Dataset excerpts

=====

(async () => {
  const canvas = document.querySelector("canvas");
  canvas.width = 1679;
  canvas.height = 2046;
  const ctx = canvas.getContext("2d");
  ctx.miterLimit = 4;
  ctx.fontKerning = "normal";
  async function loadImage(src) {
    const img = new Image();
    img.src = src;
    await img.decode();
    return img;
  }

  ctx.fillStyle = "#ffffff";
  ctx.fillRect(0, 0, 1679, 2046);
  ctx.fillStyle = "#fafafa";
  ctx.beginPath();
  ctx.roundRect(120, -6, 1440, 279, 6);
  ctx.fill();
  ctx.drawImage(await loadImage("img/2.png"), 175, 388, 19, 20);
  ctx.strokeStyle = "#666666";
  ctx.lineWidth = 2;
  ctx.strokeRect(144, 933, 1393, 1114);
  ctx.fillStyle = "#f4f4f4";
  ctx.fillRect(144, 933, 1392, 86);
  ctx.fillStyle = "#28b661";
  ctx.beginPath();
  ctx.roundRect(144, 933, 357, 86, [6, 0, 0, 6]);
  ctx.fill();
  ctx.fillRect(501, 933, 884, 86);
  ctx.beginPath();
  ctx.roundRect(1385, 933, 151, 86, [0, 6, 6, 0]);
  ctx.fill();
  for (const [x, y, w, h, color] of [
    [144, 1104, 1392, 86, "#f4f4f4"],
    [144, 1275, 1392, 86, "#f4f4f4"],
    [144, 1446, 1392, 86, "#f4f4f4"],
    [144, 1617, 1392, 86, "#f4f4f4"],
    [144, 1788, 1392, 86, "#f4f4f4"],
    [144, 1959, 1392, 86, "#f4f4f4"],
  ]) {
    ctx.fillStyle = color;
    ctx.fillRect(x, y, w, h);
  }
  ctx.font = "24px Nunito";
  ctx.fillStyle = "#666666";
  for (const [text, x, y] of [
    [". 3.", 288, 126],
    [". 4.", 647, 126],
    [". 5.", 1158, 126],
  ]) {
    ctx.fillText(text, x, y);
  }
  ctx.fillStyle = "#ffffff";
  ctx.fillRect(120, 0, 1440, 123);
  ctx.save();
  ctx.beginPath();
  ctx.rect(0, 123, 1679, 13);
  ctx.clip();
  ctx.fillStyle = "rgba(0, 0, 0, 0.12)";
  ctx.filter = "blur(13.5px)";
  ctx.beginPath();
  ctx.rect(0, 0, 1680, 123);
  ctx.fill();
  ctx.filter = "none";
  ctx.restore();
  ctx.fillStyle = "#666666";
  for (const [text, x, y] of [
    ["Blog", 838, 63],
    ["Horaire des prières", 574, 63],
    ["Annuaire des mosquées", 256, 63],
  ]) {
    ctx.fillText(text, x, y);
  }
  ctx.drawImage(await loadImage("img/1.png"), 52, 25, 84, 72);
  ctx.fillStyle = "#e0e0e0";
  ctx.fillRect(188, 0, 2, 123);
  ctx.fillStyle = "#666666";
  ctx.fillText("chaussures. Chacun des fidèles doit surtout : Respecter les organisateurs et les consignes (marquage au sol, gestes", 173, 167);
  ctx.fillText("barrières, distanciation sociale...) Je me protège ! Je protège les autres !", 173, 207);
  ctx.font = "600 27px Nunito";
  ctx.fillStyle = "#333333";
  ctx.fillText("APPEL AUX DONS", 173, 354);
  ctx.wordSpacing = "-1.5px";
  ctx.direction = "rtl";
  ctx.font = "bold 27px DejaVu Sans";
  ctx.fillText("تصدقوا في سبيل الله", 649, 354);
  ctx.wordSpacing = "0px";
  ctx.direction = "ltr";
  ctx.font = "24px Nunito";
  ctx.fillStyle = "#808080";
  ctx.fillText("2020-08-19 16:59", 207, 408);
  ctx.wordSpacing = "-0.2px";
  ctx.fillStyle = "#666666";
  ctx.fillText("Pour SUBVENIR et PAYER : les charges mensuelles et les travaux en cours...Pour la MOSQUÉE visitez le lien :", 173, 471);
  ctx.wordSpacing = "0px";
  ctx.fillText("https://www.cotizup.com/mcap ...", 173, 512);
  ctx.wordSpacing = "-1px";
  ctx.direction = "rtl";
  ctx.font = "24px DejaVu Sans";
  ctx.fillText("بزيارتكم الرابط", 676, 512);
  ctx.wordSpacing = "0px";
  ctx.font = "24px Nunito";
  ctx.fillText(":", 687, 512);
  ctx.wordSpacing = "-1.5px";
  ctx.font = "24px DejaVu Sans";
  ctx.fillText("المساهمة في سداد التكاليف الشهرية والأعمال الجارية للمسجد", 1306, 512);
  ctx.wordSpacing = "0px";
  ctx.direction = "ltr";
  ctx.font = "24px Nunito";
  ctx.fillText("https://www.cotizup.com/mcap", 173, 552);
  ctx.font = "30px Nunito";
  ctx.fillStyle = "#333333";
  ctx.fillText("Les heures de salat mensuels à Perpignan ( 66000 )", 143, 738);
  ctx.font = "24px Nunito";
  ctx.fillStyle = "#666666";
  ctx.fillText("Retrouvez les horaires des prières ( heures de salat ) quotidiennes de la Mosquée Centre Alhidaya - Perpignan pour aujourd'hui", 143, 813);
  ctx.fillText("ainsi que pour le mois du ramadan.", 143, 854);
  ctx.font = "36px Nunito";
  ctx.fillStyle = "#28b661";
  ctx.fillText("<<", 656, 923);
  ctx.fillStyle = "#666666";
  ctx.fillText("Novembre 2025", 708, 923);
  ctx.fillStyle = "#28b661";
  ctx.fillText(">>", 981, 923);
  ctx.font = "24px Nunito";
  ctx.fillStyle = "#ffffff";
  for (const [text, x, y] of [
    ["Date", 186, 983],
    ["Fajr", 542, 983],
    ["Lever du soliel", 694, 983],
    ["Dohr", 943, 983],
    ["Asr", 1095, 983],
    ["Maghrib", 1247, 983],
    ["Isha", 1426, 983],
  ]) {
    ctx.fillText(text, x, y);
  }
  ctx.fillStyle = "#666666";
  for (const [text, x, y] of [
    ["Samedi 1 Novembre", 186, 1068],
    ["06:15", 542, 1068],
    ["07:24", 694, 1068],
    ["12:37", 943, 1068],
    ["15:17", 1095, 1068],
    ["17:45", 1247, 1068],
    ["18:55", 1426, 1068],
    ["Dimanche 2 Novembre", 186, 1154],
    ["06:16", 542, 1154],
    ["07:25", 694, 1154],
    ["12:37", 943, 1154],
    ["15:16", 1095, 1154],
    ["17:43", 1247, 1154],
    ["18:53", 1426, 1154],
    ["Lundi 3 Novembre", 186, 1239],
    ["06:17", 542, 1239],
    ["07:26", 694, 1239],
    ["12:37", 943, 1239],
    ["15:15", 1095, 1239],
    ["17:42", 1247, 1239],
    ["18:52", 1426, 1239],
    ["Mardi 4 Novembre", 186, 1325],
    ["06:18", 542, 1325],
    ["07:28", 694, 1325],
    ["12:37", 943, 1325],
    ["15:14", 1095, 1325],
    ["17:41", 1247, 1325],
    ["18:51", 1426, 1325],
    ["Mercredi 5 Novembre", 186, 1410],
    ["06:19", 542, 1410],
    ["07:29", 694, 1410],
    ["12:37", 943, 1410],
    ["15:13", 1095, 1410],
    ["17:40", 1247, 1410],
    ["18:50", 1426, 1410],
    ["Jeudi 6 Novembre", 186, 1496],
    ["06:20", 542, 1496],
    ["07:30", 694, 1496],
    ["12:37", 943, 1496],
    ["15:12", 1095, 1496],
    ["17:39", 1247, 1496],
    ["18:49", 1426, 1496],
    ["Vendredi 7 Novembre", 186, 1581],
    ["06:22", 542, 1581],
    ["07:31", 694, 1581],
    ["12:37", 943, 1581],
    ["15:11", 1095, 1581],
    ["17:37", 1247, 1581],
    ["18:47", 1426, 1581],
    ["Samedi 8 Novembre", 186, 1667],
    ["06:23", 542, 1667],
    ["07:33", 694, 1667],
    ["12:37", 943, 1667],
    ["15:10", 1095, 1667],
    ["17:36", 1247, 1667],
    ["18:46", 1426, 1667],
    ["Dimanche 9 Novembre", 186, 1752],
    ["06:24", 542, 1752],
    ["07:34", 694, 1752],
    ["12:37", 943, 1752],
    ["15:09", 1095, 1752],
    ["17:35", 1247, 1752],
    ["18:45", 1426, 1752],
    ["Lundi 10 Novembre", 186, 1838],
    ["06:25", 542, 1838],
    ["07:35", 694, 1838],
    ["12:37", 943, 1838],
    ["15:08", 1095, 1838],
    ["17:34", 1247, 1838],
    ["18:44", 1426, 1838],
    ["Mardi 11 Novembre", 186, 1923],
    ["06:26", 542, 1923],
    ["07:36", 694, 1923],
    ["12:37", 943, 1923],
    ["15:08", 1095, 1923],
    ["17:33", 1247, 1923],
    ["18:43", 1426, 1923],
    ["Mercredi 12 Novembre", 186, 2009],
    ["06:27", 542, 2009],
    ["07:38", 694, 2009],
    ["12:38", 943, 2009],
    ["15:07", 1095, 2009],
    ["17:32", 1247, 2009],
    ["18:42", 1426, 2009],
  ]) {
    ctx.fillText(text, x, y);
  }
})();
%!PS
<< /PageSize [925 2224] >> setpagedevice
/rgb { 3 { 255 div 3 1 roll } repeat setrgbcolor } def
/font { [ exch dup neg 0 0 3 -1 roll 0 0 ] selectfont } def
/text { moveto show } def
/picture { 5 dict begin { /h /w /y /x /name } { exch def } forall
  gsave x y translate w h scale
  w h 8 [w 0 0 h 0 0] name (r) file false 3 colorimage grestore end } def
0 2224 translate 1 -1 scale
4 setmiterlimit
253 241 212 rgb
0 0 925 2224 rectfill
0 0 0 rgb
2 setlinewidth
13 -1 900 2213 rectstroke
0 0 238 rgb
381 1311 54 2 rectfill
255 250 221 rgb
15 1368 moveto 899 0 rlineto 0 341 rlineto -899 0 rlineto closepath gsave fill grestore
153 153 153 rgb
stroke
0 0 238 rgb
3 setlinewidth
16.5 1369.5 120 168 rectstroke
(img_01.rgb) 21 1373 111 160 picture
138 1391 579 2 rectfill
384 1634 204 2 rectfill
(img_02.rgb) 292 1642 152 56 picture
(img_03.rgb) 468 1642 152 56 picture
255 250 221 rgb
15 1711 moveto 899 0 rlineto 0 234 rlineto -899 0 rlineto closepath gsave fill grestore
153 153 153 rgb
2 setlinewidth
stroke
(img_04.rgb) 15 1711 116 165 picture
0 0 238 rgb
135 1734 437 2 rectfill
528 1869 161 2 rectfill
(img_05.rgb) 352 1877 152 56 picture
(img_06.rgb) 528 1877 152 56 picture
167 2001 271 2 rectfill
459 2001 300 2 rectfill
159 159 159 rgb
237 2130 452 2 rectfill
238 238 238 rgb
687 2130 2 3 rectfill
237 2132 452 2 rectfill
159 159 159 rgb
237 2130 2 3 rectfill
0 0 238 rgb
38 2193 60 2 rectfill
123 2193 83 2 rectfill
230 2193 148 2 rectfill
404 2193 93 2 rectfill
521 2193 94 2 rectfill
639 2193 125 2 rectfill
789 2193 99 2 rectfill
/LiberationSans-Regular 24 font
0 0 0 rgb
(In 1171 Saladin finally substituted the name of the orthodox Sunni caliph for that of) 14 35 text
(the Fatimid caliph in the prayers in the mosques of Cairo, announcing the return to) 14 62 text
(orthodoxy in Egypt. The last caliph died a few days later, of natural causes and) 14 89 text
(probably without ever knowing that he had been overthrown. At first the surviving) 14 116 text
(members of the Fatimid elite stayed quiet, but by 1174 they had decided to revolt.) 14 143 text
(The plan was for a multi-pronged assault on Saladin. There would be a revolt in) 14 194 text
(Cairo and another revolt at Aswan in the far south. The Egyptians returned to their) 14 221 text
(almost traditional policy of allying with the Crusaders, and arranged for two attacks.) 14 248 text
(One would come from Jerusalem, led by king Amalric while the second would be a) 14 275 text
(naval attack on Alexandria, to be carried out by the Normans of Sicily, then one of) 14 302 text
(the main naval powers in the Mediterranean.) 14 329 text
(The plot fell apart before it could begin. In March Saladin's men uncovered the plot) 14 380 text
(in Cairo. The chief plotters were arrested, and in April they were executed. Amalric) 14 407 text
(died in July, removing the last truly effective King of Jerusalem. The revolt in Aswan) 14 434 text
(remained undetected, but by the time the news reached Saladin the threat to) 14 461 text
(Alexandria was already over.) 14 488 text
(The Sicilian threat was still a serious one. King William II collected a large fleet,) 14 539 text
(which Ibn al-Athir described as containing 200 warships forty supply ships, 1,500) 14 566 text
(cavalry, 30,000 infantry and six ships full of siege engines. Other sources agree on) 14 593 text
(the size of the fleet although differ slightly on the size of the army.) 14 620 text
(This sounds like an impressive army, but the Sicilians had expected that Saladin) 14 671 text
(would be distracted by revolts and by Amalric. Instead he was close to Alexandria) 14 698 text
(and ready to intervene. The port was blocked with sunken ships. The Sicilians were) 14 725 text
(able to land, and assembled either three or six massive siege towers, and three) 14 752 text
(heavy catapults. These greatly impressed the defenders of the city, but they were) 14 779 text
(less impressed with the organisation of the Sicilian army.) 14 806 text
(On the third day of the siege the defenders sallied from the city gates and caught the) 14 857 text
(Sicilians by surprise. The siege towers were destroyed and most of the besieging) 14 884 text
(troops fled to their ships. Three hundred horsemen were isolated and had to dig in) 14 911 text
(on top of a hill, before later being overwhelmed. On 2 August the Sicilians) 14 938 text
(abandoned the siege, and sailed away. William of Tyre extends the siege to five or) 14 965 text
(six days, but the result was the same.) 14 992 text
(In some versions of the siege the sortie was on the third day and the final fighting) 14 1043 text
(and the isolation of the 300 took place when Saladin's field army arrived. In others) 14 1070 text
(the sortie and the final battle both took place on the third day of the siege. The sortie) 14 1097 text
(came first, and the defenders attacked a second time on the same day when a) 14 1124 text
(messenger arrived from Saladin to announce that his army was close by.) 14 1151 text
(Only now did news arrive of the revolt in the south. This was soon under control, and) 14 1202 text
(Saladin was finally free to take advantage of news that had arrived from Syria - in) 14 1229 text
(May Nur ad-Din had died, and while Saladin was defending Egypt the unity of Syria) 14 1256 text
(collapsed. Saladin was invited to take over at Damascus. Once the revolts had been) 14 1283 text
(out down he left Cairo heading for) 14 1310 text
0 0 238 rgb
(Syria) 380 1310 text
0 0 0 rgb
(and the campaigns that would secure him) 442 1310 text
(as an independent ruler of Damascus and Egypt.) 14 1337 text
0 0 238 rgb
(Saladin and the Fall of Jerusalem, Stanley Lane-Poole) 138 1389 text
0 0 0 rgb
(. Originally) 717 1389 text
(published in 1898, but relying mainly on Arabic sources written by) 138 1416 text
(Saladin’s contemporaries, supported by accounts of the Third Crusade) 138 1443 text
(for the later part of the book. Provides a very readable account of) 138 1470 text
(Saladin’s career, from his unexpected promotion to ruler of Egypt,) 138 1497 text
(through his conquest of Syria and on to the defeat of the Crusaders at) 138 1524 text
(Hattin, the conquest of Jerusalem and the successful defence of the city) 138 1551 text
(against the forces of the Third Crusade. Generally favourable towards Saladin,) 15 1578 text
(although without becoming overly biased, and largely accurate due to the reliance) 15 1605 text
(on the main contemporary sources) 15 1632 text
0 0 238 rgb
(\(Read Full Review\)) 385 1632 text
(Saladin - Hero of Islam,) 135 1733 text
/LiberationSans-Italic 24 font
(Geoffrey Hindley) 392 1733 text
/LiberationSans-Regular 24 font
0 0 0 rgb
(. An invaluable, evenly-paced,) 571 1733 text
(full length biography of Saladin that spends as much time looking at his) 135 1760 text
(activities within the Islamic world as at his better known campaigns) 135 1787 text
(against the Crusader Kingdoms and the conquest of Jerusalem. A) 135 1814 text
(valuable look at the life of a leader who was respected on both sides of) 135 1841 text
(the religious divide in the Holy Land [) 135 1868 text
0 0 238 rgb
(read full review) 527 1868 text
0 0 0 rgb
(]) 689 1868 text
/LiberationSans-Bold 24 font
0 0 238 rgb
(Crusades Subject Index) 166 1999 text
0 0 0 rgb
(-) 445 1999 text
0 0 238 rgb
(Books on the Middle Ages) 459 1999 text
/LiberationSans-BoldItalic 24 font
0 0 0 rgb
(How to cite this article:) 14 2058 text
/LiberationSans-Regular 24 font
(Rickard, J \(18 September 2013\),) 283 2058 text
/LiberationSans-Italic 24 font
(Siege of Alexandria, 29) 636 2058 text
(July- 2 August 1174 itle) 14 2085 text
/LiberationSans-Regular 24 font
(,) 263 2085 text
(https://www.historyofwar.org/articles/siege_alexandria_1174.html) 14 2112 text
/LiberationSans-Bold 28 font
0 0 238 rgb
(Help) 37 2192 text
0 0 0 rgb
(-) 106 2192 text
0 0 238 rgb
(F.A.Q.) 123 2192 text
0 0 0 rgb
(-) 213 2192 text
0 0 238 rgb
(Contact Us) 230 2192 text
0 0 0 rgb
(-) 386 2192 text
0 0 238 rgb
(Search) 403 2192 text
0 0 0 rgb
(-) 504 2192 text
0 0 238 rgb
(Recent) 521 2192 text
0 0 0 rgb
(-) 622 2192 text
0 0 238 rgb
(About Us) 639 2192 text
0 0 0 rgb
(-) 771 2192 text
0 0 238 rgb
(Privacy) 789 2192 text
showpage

=====

When a line in the data contains "towers", return it as written.

• [Response area]
(able to land, and assembled either three or six massive siege towers, and three) 14 752 text
(Sicilians by surprise. The siege towers were destroyed and most of the besieging) 14 884 text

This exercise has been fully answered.